Objectivism holds that one should live by reason, and indeed that rationality is the central virtue. If we cut ourselves off from facts, we are setting ourselves up for a fall. In fact, many false belief systems have provided the framework for swindlers to do their work. In many cases, the false (or partly-false) systems have genuinely harmful components: for example, religious morality usually emphasizes altruism and self-sacrifice. This gives adherents unearned guilt and promotes harmful ways of living. Religious wars are the worst examples, but more prosaic ones include repression and hatred of oneself.

I think the “law of attraction” is an example of a mostly harmful swindle.

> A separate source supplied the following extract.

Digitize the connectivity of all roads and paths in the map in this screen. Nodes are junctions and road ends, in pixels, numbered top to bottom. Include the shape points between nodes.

If I have it right the “law of attraction” is, in essence, the principle that by sincerely wishing for something you can make it happen. In most presentations, it is based in a false metaphysics and false ideas of human physiology: namely, that our minds are radically distinct from our bodies and that thoughts have direct power over distant objects.

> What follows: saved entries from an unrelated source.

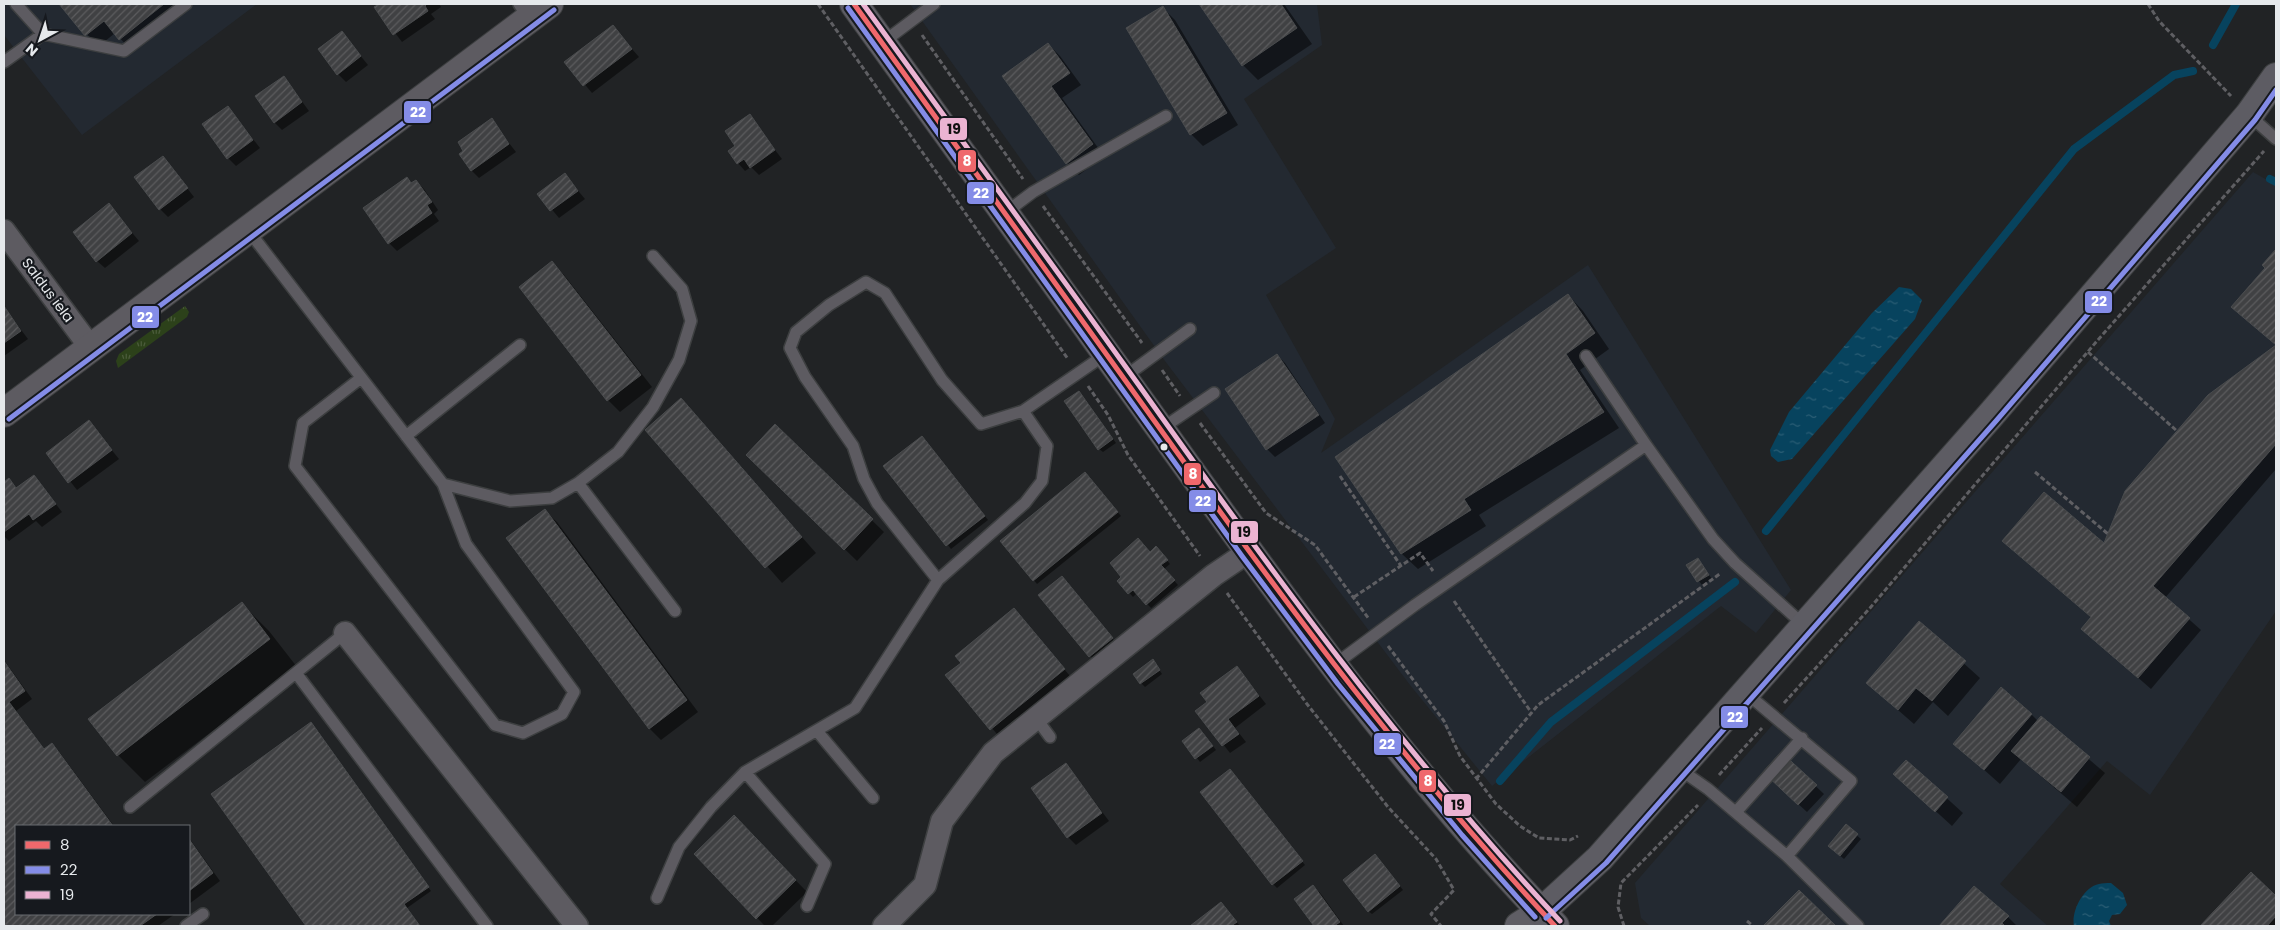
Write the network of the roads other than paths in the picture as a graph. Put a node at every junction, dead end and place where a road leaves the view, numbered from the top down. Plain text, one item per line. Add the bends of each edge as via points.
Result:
1 (16, 4) edge
2 (186, 4) edge
3 (854, 4) edge
4 (934, 4) edge
5 (532, 9) edge
6 (43, 34) junction
7 (882, 43) junction
8 (4, 62) edge
9 (2276, 77) edge
10 (2249, 115) junction
11 (1166, 116) dead end
12 (2276, 139) edge
13 (1005, 213) junction
14 (248, 230) junction
15 (4, 231) edge
16 (653, 256) dead end
17 (1190, 329) dead end
18 (520, 345) dead end
19 (91, 348) junction
20 (1106, 354) junction
21 (1586, 356) dead end
22 (361, 378) junction
23 (1123, 378) junction
24 (1214, 393) dead end
25 (1023, 412) junction
26 (4, 413) edge
27 (1161, 430) junction
28 (406, 436) junction
29 (1646, 445) junction
30 (578, 483) junction
31 (443, 484) junction
32 (1248, 552) junction
33 (938, 580) junction
34 (675, 611) dead end
35 (1805, 626) junction
36 (345, 634) joint
37 (1333, 666) junction
38 (296, 673) junction
39 (1746, 692) junction
40 (1036, 718) junction
41 (817, 731) junction
42 (1050, 737) dead end
43 (1802, 738) junction
44 (1678, 768) junction
45 (745, 772) junction
46 (873, 798) dead end
47 (130, 807) dead end
48 (1736, 812) junction
49 (1787, 856) junction
50 (657, 898) dead end
51 (807, 906) dead end
52 (203, 914) dead end
53 (1538, 921) edge
54 (186, 926) edge
55 (487, 926) edge
56 (576, 926) edge
57 (884, 926) edge
58 (1858, 926) edge

1 - 6 lane
2 - 6 lane via 124,51
3 - 7 main road
4 - 7 lane
5 - 14 street
6 - 8 lane
7 - 13 main road
9 - 10 main road
10 - 12 lane
10 - 35 main road
11 - 13 lane via 1033,192
13 - 20 main road
14 - 19 street
14 - 22 lane
15 - 19 street, Saldus iela
16 - 30 lane via 682,289 691,321 679,360 653,407 618,452
17 - 23 lane
18 - 28 lane
19 - 26 street
20 - 23 main road
20 - 25 lane
21 - 29 lane
22 - 28 lane
22 - 31 lane via 303,422 295,466 495,725 523,733 562,714 574,692 466,544
23 - 27 main road
24 - 27 lane
25 - 33 lane via 1047,446 1042,481 1026,503
25 - 33 lane via 981,424 942,380 885,293 866,282 829,305 796,332 790,348 805,377 853,446 864,479 877,503
27 - 32 main road
28 - 31 lane
29 - 35 lane via 1713,539
29 - 37 lane via 1443,585
30 - 31 lane via 552,498 510,500
30 - 34 lane
32 - 37 main road
32 - 40 street via 1214,575
33 - 41 lane via 855,708
35 - 39 main road
36 - 38 lane
36 - 56 street
37 - 53 main road
38 - 47 lane
38 - 55 lane
39 - 43 lane
39 - 44 main road
40 - 42 lane
40 - 57 street via 993,753 942,821 925,886
41 - 45 lane
41 - 46 lane
43 - 48 lane
43 - 49 lane via 1851,781
44 - 48 lane
44 - 53 main road via 1600,858
45 - 50 lane via 711,807 679,848
45 - 51 lane via 825,864
48 - 49 lane
49 - 58 lane
52 - 54 lane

Most successful swindles get near to something important or true.

Most successful swindles get near to something important or true. The true and important thing that the “law of attraction” relates to is the virtue of integrity. It is true that to seek values, one needs to act consistently and be of one mind on the matter. One needs unity of one’s principles and practice. In this context, it is true that sincere commitment to one’s values helps one attain them. But this is because sincere commitment brings a consistency to one’s actions, not because commitment as such is the source of values. Values cannot be won without effort (productiveness), and one needs knowledge in order to guide one’s actions (rationality).

There are direct psychological benefits from consistency. Since reason is our guide to values, it feels good to think in a consistent, coherent fashion—one’s thinking itself seems clearer, aimed more directly at its target. To take up a cause, or direct oneself into a career, can be immensely satisfying for this reason. But consistency divorced from practical action toward objective values is just obsession. To wish without a rational basis and without a commitment to practical action is self-defeating.

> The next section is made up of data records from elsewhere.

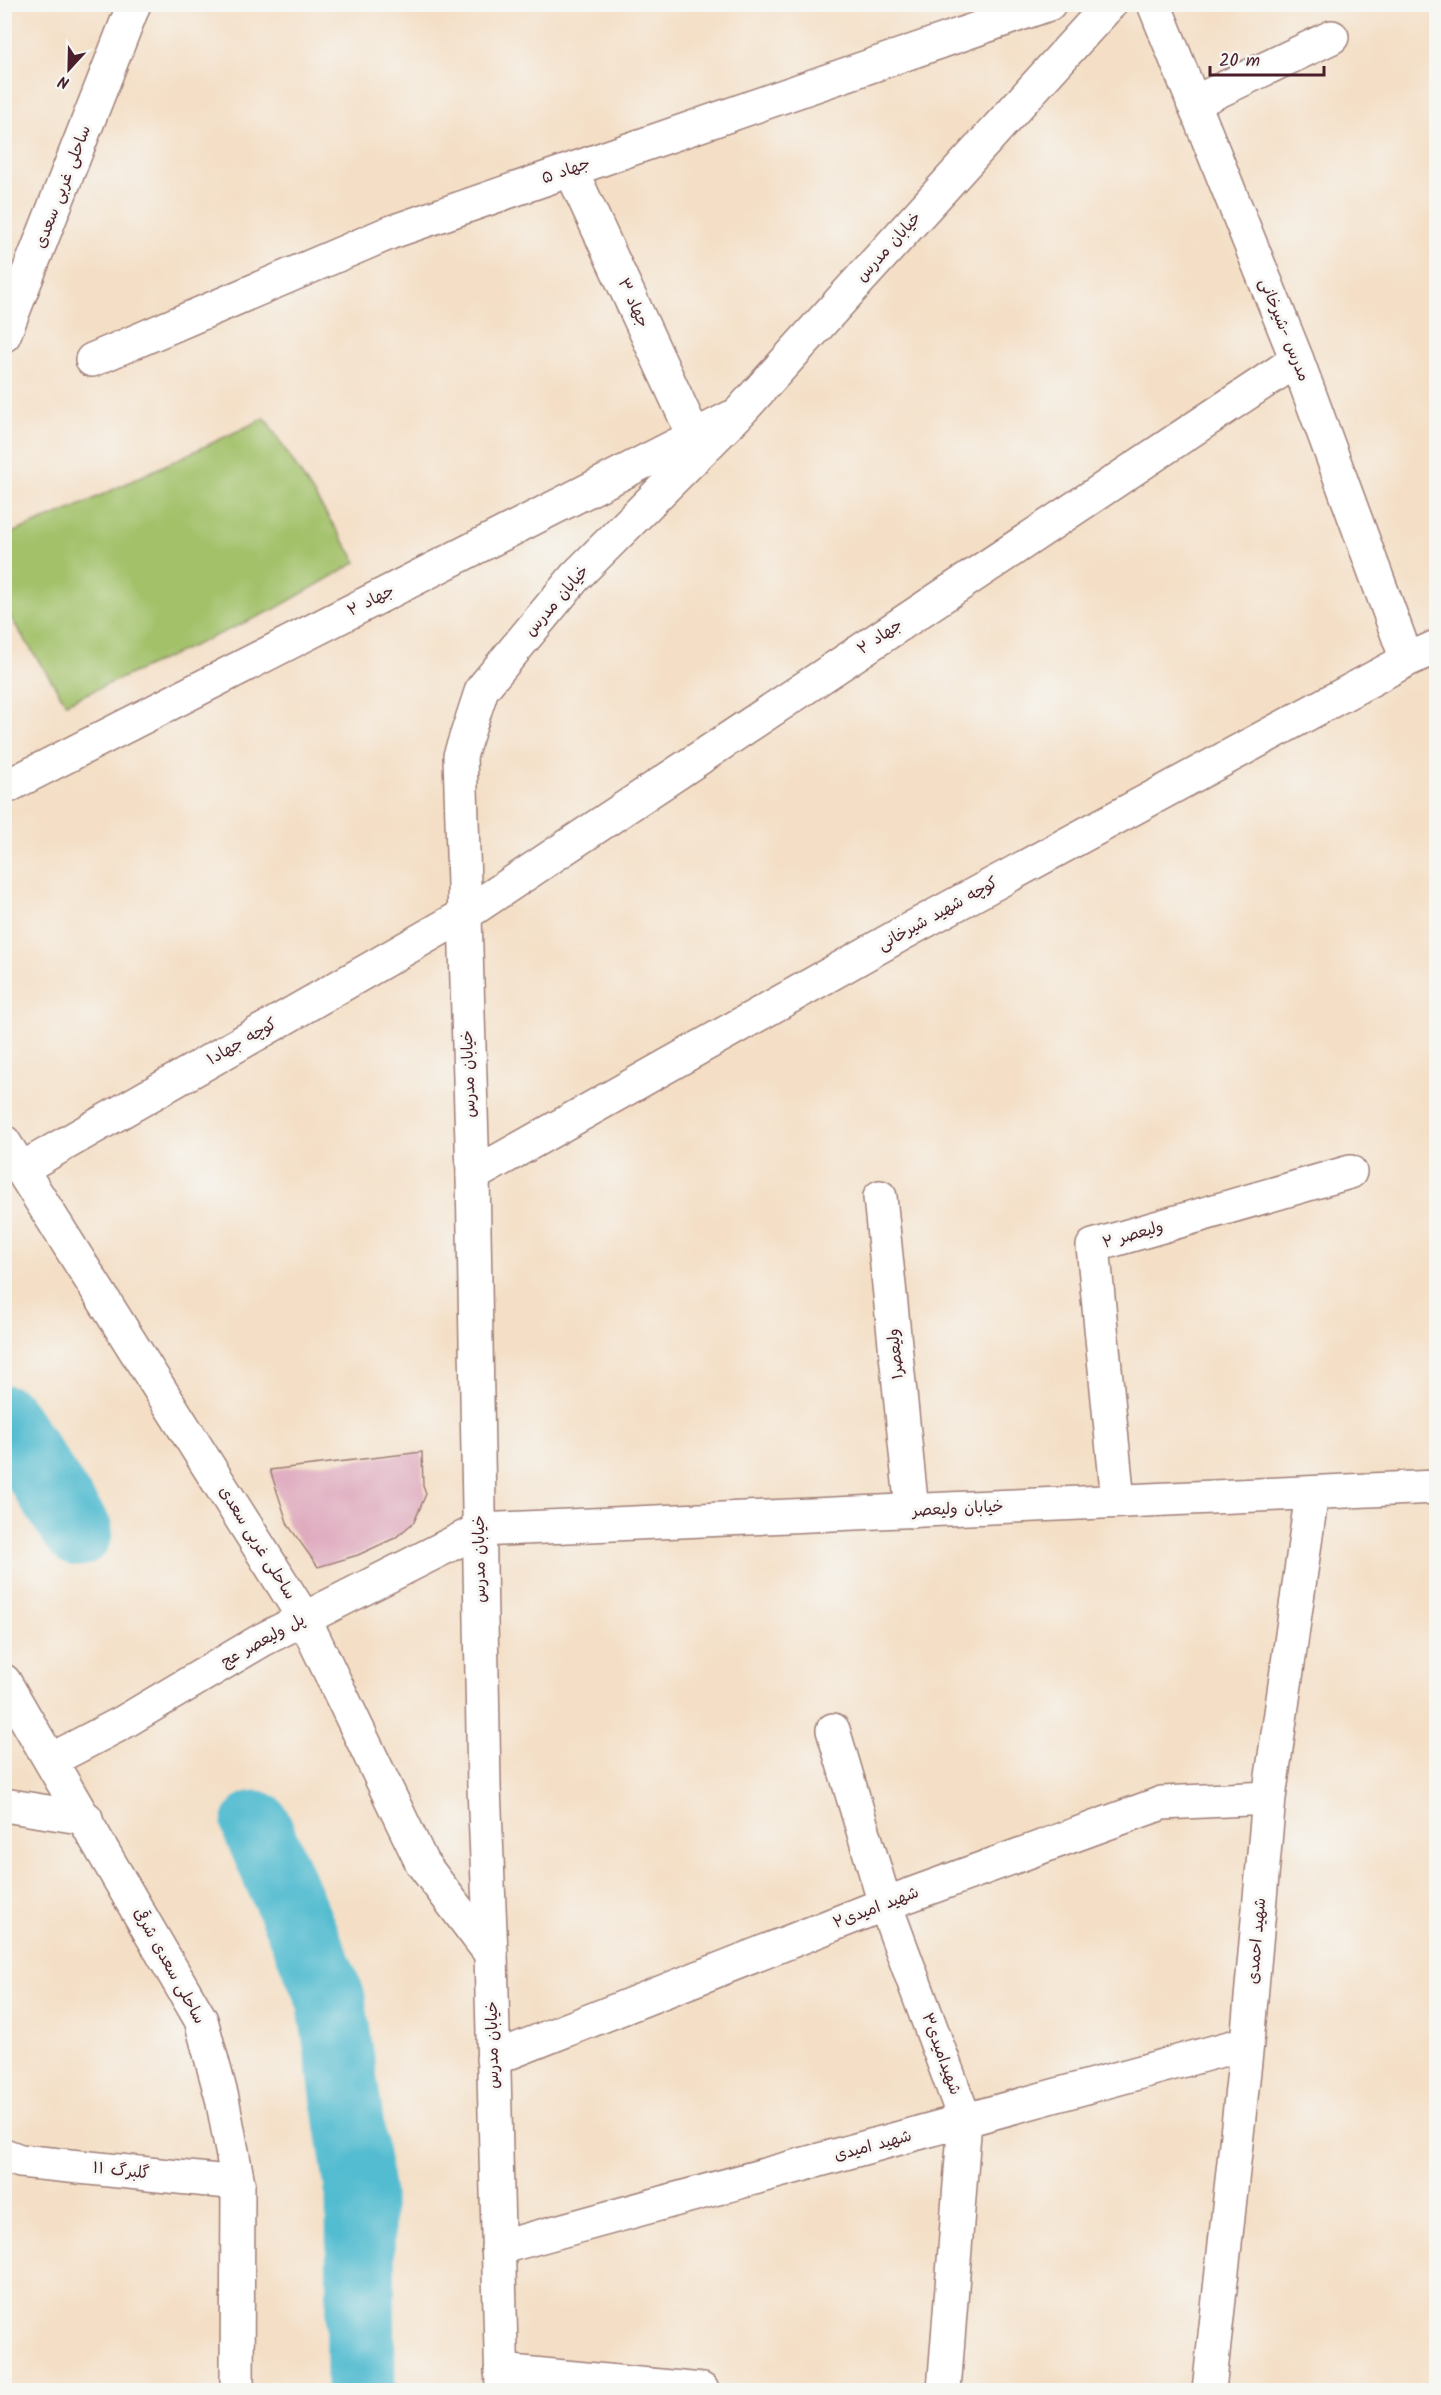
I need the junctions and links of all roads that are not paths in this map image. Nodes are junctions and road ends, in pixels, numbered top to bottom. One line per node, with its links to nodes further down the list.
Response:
1 (134, 4): 8 (street, ساحلی غربی سعدی)
2 (1049, 4): 7 (street, جهاد ۵)
3 (1110, 4): 11 (street, خیابان مدرس)
4 (1154, 4): 6 (street, مدرس -شیرخانی)
5 (1332, 37): 6 (street)
6 (1193, 103): 10 (street, مدرس -شیرخانی)
7 (571, 170): 9 (street, جهاد ۵); 12 (street, جهاد ۳)
8 (4, 335)
9 (92, 360)
10 (1297, 360): 14 (street, مدرس -شیرخانی); 16 (street, جهاد ۲)
11 (738, 414): 12 (street, جهاد ۲); 16 (street, خیابان مدرس)
12 (694, 436): 15 (street, جهاد ۲)
13 (1437, 647): 14 (street, کوچه شهید شیرخانی)
14 (1407, 660): 19 (street, کوچه شهید شیرخانی)
15 (4, 788)
16 (464, 915): 17 (street, کوچه جهاد۱); 19 (street, خیابان مدرس)
17 (13, 1155): 26 (street, ساحلی غربی سعدی)
18 (1350, 1172): 23 (street, ولیعصر ۲)
19 (473, 1175): 25 (street, خیابان مدرس)
20 (880, 1197): 24 (street, ولیعصر۱)
21 (1437, 1487): 22 (street, خیابان ولیعصر)
22 (1312, 1493): 23 (street, خیابان ولیعصر); 30 (street, شهید احمدی)
23 (1118, 1501): 24 (street, خیابان ولیعصر)
24 (912, 1511): 25 (street, خیابان ولیعصر)
25 (479, 1530): 26 (street, پل ولیعصر عج); 34 (street, خیابان مدرس)
26 (304, 1618): 29 (street, پل ولیعصر عج); 34 (street, ساحلی غربی سعدی)
27 (4, 1681): 29 (street, ساحلی سعدی شرقی)
28 (833, 1730): 33 (street, شهیدامیدی۳)
29 (51, 1760): 32 (street, ساحلی سعدی شرقی)
30 (1269, 1798): 33 (street, شهید امیدی۲); 35 (street, شهید احمدی)
31 (4, 1805): 32 (street)
32 (86, 1818): 39 (street, ساحلی سعدی شرقی)
33 (885, 1904): 36 (street, شهید امیدی۲); 37 (street, شهیدامیدی۳)
34 (491, 1954): 36 (street, خیابان مدرس)
35 (1248, 2043): 37 (street, شهید امیدی); 45 (street, شهید احمدی)
36 (493, 2059): 40 (street, خیابان مدرس)
37 (965, 2120): 40 (street, شهید امیدی); 44 (street, شهیدامیدی۳)
38 (4, 2155): 39 (street, گلبرگ ۱۱)
39 (238, 2183): 42 (street, ساحلی سعدی شرقی)
40 (498, 2248): 41 (street, خیابان مدرس)
41 (501, 2381): 43 (street)
42 (237, 2391)
43 (702, 2391)
44 (944, 2391)
45 (1209, 2391)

However, many imperfectly rational systems provide practical benefits that make them objectively worthy of consideration. Tai-qi is a good example of this: setting aside its false view of human physiology, it is, as far as I know, a health-promoting and mentally calming exercise practice and can be enjoyed without any need to embrace dubious metaphysical doctrines. In such a case, thinking of the dubious aspect of the practice as a metaphor may be helpful, although this raises the question: “a metaphor for what?”

In an ideal culture, all healthful practices would have a fully rational basis. But that culture is a long way away. So in our culture as we find it, we have to look for healthful practices where we find them, or invent our own. While we do this, we need to keep a rational philosophy in mind. We should try as far as possible to enjoy the rational and beneficial aspects of the practice in question, while avoiding its irrational or harmful aspects. If practical advice from “law of attraction” preachers helps you keep focused on your goals, then use it. But don’t drop the broader, objective context in which that advice should be placed.